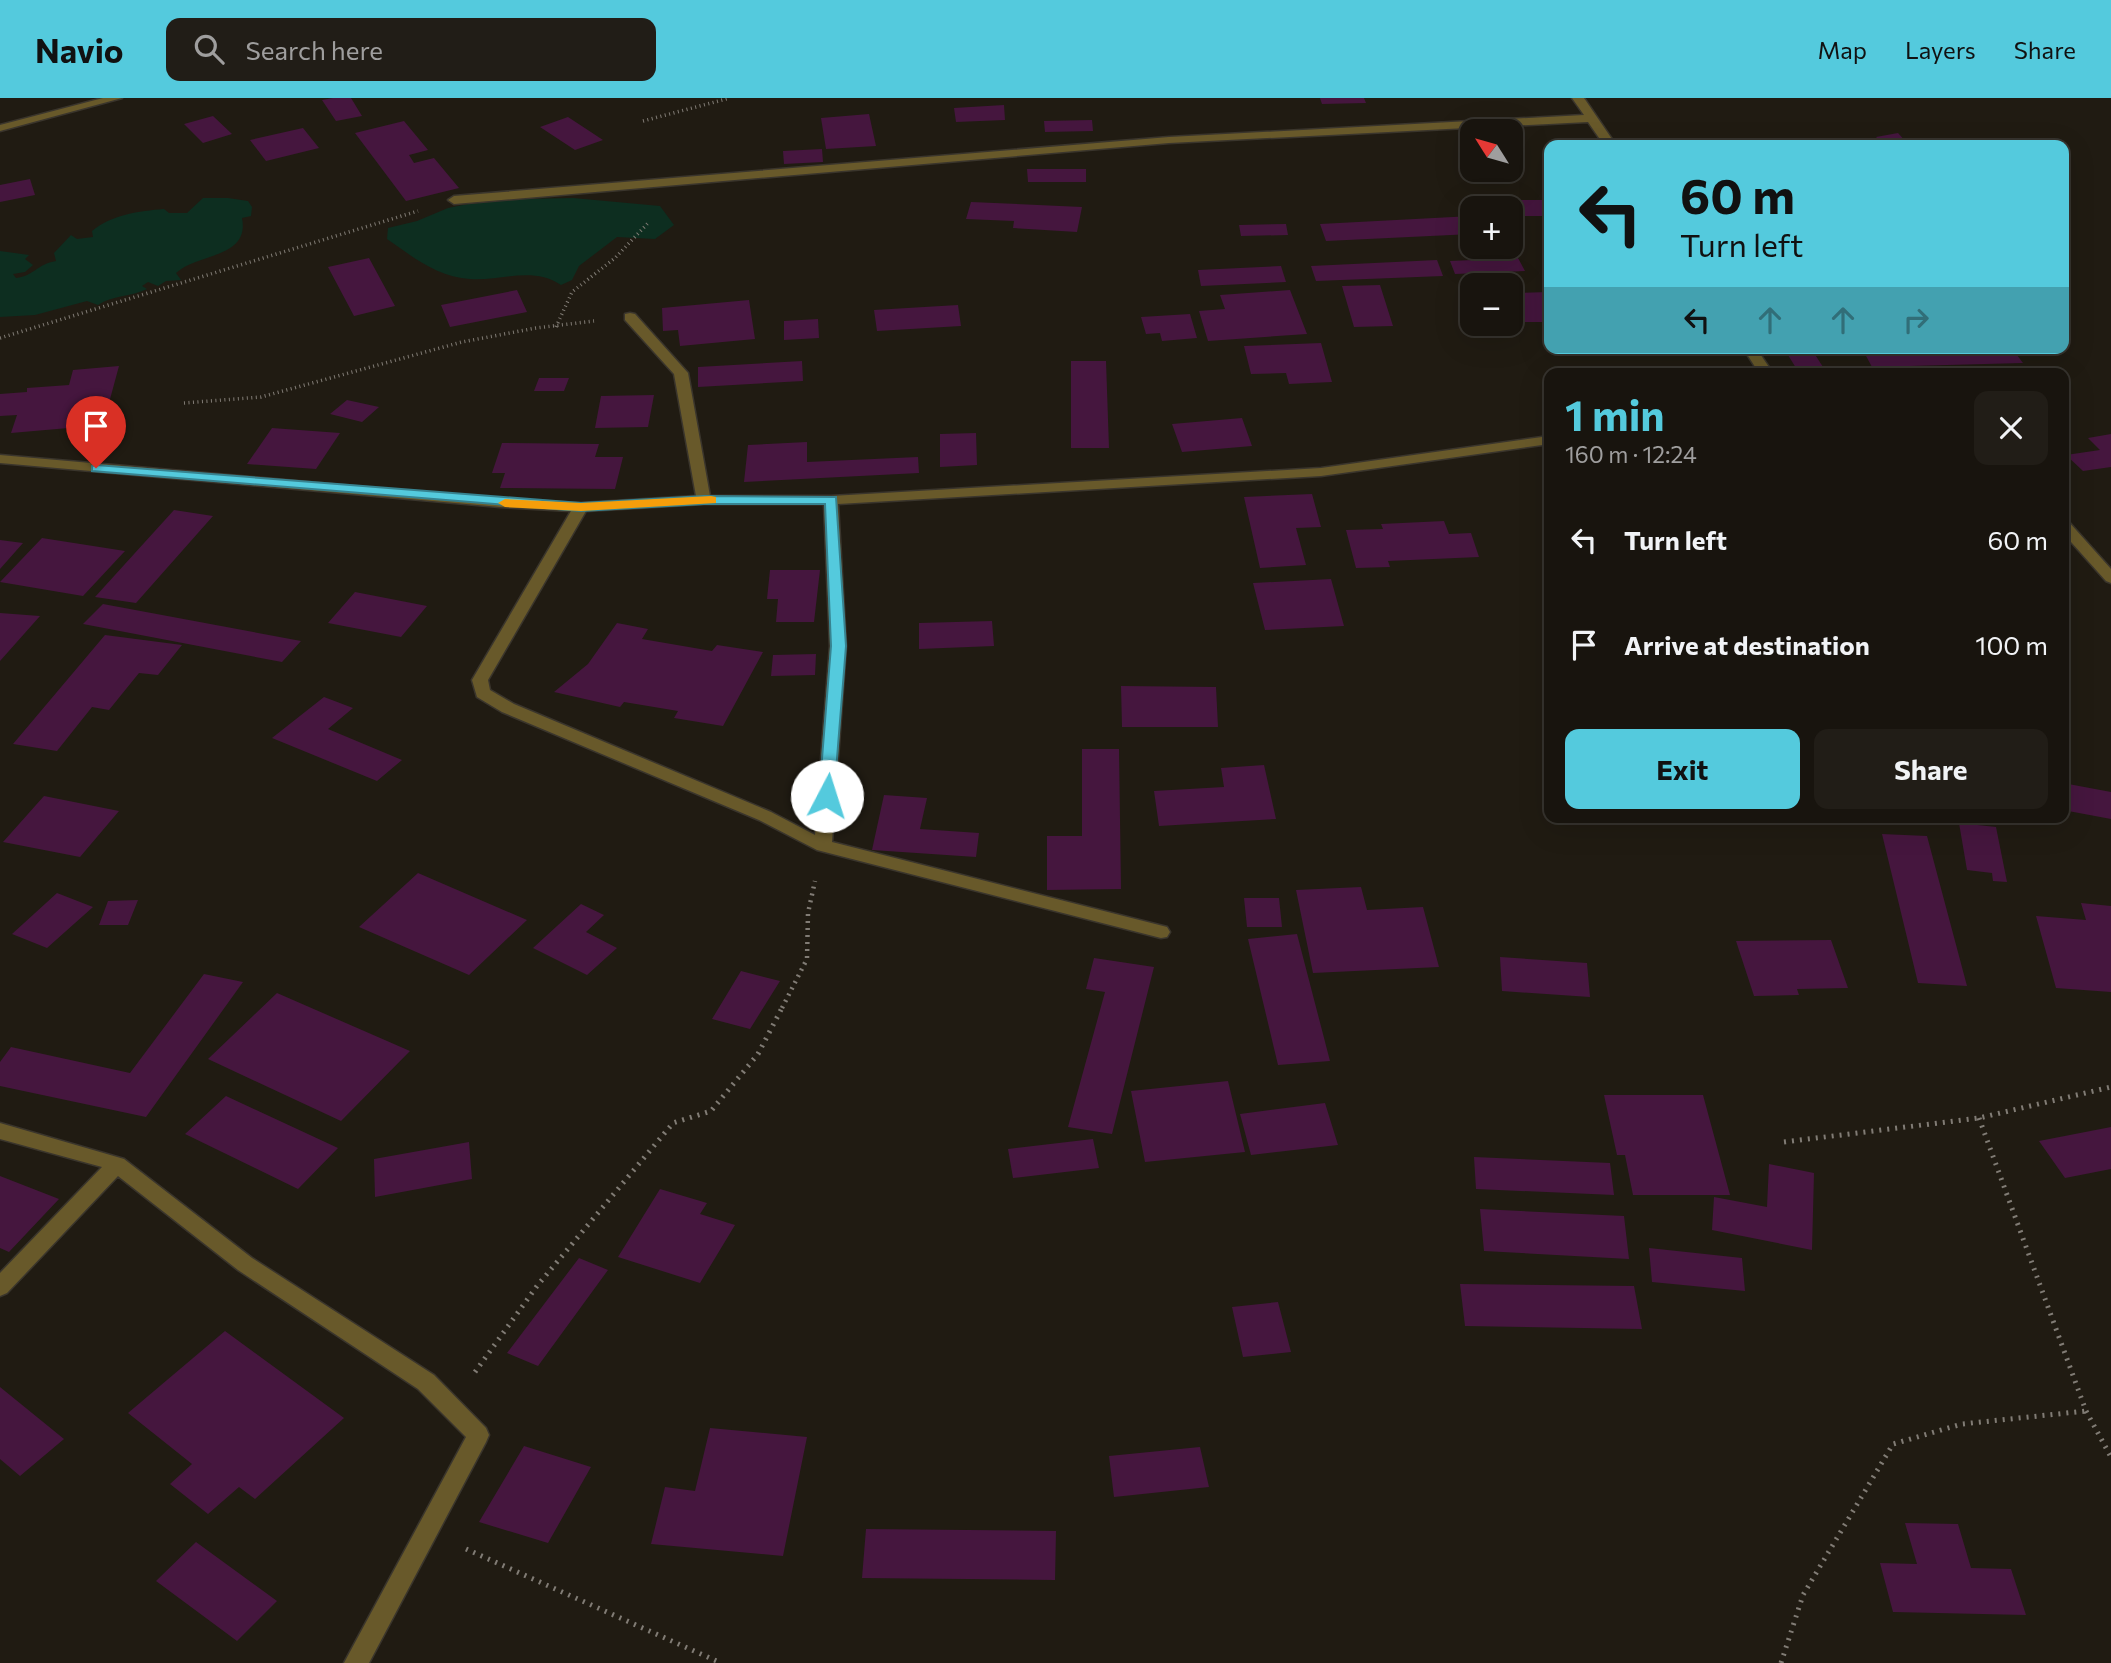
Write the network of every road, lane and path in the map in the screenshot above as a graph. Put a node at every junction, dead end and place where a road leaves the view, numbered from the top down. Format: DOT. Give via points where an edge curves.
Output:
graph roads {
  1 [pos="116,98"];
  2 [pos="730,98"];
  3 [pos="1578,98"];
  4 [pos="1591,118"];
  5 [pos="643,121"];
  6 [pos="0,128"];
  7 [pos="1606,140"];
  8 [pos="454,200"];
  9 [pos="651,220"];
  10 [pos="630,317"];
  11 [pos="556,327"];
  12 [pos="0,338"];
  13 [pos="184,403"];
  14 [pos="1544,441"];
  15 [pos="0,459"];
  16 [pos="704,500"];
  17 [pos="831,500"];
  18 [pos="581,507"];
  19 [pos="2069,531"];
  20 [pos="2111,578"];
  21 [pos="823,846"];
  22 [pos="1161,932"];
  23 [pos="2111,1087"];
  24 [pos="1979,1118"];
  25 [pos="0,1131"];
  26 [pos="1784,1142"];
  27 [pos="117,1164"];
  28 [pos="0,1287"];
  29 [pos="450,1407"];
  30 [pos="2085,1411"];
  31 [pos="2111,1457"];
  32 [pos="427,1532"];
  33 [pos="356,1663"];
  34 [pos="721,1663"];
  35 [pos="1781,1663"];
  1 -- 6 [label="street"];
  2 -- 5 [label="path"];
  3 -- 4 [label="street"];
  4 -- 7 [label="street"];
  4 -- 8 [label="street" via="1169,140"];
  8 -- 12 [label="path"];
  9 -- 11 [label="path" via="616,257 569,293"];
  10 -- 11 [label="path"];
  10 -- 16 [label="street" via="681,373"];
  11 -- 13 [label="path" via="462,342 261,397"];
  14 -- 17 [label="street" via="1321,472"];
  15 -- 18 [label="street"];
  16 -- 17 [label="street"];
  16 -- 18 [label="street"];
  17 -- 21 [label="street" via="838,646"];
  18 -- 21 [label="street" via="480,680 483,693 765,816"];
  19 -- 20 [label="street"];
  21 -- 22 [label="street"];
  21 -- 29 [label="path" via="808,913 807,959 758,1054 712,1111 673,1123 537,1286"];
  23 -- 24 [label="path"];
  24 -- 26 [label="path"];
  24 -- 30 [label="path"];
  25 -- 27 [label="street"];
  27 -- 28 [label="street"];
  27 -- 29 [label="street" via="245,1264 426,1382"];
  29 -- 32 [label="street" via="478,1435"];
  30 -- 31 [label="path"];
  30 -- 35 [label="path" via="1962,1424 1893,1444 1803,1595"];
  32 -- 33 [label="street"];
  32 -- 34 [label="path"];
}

════════

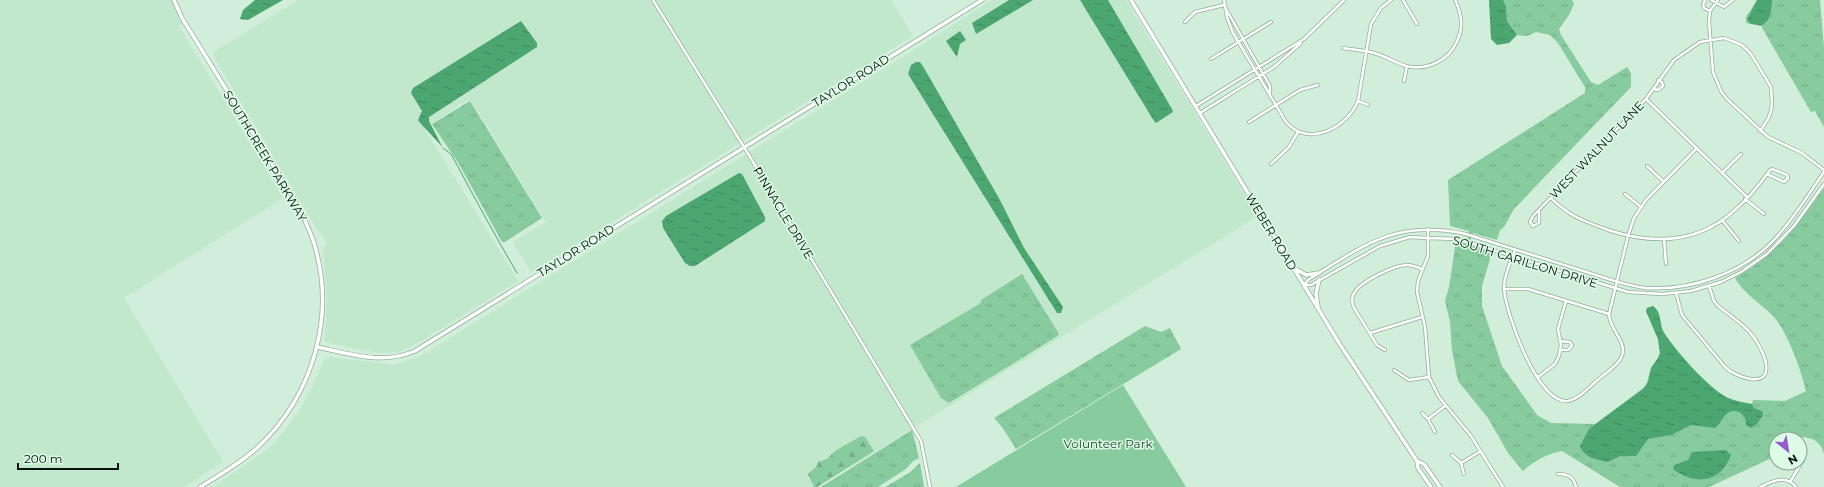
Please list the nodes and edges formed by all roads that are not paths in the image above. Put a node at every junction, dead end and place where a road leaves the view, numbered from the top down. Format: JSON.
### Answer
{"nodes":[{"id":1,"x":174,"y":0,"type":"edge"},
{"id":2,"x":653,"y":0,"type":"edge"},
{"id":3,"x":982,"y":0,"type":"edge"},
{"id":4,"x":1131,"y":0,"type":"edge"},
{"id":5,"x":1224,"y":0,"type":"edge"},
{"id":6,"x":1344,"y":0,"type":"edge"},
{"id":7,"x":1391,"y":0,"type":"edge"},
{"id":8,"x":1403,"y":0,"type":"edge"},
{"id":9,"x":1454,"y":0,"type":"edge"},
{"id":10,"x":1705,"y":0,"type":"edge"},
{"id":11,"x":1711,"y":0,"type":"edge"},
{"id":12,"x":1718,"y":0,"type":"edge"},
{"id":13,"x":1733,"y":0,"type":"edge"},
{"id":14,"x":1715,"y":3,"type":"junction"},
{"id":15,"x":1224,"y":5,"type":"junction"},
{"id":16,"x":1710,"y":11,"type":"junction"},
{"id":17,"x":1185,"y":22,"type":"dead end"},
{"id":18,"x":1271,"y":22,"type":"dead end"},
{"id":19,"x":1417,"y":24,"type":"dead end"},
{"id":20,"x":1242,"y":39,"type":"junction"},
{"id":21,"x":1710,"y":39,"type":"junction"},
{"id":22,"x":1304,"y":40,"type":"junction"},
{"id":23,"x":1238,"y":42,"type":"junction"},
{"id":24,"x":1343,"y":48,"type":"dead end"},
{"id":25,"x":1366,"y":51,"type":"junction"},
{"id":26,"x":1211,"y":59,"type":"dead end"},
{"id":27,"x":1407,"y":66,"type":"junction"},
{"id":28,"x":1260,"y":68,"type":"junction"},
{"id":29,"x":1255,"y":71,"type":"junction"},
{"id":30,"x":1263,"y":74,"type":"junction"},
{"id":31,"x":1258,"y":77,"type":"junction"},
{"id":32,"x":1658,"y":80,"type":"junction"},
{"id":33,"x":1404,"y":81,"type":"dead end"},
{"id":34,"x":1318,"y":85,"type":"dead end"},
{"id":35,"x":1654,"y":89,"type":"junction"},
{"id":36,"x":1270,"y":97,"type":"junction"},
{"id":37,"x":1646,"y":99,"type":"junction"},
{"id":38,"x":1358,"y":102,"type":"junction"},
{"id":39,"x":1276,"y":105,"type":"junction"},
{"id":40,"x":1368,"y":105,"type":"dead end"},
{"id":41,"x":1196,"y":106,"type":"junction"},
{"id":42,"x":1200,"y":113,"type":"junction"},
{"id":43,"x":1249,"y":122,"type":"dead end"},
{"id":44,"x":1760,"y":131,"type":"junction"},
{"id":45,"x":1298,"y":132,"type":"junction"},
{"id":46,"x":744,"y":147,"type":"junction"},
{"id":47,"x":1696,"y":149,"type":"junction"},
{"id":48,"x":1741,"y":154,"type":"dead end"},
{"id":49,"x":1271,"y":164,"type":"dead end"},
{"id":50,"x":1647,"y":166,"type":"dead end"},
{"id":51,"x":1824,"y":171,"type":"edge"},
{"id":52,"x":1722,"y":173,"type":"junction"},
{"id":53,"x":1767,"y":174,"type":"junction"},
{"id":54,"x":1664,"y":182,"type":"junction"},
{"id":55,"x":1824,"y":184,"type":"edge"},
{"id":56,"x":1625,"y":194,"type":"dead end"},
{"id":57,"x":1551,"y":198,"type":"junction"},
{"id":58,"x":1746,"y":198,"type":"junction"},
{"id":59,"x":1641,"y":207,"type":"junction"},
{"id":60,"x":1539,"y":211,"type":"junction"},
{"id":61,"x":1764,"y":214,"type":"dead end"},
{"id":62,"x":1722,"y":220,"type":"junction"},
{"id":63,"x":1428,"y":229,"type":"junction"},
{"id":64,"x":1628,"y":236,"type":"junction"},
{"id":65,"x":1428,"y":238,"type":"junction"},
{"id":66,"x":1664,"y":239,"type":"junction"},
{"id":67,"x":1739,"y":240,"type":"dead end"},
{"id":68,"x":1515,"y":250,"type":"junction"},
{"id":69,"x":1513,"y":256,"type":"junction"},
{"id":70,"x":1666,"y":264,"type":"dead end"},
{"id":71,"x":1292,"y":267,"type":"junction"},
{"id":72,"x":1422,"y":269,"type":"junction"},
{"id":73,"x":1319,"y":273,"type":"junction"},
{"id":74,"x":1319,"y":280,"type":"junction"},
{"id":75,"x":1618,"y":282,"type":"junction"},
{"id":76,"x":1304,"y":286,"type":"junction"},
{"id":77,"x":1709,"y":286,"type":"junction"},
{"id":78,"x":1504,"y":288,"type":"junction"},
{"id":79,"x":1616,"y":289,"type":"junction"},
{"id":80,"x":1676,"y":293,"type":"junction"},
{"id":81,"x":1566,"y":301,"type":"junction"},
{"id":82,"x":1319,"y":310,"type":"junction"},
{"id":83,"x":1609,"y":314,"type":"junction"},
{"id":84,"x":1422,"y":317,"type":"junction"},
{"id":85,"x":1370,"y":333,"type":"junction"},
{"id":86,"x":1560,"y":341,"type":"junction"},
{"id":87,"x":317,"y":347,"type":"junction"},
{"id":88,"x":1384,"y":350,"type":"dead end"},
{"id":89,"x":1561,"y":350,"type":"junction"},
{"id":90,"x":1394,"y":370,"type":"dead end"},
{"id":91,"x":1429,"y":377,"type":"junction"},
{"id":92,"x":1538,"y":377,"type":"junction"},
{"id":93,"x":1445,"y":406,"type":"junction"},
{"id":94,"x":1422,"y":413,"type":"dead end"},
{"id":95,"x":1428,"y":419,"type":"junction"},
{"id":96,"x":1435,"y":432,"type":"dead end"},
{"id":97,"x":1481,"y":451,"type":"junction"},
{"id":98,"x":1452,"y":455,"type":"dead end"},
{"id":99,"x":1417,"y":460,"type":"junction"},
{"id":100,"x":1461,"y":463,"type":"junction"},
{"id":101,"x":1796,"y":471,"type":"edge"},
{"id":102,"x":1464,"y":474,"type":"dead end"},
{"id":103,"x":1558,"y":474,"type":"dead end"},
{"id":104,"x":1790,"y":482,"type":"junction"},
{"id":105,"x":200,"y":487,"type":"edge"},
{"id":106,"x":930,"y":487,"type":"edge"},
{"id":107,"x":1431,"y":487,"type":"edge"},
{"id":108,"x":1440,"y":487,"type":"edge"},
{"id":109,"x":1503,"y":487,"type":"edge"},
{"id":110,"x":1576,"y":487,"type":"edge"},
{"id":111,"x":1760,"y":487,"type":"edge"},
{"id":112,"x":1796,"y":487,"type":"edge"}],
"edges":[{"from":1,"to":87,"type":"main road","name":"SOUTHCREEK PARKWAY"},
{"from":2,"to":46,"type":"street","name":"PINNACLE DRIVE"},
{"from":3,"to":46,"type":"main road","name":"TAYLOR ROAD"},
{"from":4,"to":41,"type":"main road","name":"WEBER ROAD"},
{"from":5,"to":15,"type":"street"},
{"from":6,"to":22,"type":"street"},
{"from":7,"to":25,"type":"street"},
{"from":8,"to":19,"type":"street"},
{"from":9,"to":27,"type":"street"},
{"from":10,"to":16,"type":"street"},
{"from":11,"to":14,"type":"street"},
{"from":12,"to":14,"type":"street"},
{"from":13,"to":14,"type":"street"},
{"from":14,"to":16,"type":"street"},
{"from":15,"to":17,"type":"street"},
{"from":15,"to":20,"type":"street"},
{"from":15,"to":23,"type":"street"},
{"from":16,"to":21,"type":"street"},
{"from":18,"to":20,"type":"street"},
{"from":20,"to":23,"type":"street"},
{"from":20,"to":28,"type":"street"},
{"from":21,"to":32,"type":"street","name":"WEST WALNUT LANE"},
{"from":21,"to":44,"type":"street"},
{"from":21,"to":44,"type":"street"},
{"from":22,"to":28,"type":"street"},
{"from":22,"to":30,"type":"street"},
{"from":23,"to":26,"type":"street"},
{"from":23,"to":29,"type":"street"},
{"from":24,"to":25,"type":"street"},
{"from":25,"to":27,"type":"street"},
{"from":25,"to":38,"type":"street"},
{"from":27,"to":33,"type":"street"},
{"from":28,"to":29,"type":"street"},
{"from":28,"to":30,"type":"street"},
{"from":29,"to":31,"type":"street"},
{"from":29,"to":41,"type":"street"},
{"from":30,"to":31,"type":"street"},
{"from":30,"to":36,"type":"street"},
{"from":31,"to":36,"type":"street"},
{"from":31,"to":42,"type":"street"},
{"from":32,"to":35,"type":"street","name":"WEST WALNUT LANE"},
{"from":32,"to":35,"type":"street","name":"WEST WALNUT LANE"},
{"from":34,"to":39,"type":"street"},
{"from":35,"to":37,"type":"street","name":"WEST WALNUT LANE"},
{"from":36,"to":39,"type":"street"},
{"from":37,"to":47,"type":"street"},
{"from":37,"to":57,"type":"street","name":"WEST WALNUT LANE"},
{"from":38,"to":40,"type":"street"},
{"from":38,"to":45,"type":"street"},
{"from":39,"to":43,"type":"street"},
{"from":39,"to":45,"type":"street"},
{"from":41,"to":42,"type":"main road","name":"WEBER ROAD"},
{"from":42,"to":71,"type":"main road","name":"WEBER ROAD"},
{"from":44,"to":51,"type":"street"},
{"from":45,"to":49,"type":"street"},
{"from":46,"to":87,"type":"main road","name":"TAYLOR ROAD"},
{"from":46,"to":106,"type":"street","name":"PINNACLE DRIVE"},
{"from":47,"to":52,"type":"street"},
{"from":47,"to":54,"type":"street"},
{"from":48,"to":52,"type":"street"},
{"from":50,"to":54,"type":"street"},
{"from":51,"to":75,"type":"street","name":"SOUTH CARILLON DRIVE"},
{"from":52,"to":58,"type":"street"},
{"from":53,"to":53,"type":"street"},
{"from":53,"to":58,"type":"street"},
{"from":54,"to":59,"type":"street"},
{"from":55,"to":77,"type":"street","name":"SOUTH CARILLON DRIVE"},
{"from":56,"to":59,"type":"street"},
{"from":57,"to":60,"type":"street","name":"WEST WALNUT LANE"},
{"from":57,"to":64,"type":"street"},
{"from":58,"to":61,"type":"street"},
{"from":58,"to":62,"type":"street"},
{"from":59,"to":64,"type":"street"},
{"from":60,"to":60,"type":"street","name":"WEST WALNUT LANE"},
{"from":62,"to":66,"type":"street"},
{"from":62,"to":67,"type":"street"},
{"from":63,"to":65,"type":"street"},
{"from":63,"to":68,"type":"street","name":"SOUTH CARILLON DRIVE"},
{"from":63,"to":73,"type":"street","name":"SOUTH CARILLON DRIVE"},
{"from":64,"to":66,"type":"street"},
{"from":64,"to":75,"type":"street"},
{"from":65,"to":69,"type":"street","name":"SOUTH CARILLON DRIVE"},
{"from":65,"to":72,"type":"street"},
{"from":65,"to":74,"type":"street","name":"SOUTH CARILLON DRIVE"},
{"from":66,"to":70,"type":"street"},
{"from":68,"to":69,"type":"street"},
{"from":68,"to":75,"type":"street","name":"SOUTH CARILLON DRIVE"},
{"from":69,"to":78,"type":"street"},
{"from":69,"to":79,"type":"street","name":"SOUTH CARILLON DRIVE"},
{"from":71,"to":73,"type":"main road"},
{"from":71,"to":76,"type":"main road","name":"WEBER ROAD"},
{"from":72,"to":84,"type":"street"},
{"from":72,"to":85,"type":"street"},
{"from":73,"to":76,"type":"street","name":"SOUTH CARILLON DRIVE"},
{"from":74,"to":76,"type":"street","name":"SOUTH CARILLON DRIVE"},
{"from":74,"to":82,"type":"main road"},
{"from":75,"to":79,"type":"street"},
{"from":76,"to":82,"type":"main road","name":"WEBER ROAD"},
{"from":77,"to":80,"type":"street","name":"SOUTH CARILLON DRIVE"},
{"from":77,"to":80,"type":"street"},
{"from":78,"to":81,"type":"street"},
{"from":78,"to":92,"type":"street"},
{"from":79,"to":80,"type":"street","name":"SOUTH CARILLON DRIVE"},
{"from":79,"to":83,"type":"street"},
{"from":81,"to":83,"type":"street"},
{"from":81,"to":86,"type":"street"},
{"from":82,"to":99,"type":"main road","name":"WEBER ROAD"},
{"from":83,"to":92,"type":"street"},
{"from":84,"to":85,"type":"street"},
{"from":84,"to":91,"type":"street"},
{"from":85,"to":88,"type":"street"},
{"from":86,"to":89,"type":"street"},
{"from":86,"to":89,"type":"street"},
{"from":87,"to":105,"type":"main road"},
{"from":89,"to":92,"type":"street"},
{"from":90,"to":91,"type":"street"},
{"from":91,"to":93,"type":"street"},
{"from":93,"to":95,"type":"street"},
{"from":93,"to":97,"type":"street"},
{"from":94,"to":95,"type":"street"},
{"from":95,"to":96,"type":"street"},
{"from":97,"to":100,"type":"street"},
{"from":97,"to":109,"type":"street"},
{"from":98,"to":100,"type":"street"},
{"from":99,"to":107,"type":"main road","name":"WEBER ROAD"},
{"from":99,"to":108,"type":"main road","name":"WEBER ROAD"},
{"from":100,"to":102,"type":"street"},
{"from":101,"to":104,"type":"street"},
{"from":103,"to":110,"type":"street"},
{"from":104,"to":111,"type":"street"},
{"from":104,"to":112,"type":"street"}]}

════════

WHAT YOU NEED TO DO :: Each line above that carries the string "WEST" has to be returned.

SOLVED PROBLEM ::
{"from":21,"to":32,"type":"street","name":"WEST WALNUT LANE"},
{"from":32,"to":35,"type":"street","name":"WEST WALNUT LANE"},
{"from":32,"to":35,"type":"street","name":"WEST WALNUT LANE"},
{"from":35,"to":37,"type":"street","name":"WEST WALNUT LANE"},
{"from":37,"to":57,"type":"street","name":"WEST WALNUT LANE"},
{"from":57,"to":60,"type":"street","name":"WEST WALNUT LANE"},
{"from":60,"to":60,"type":"street","name":"WEST WALNUT LANE"},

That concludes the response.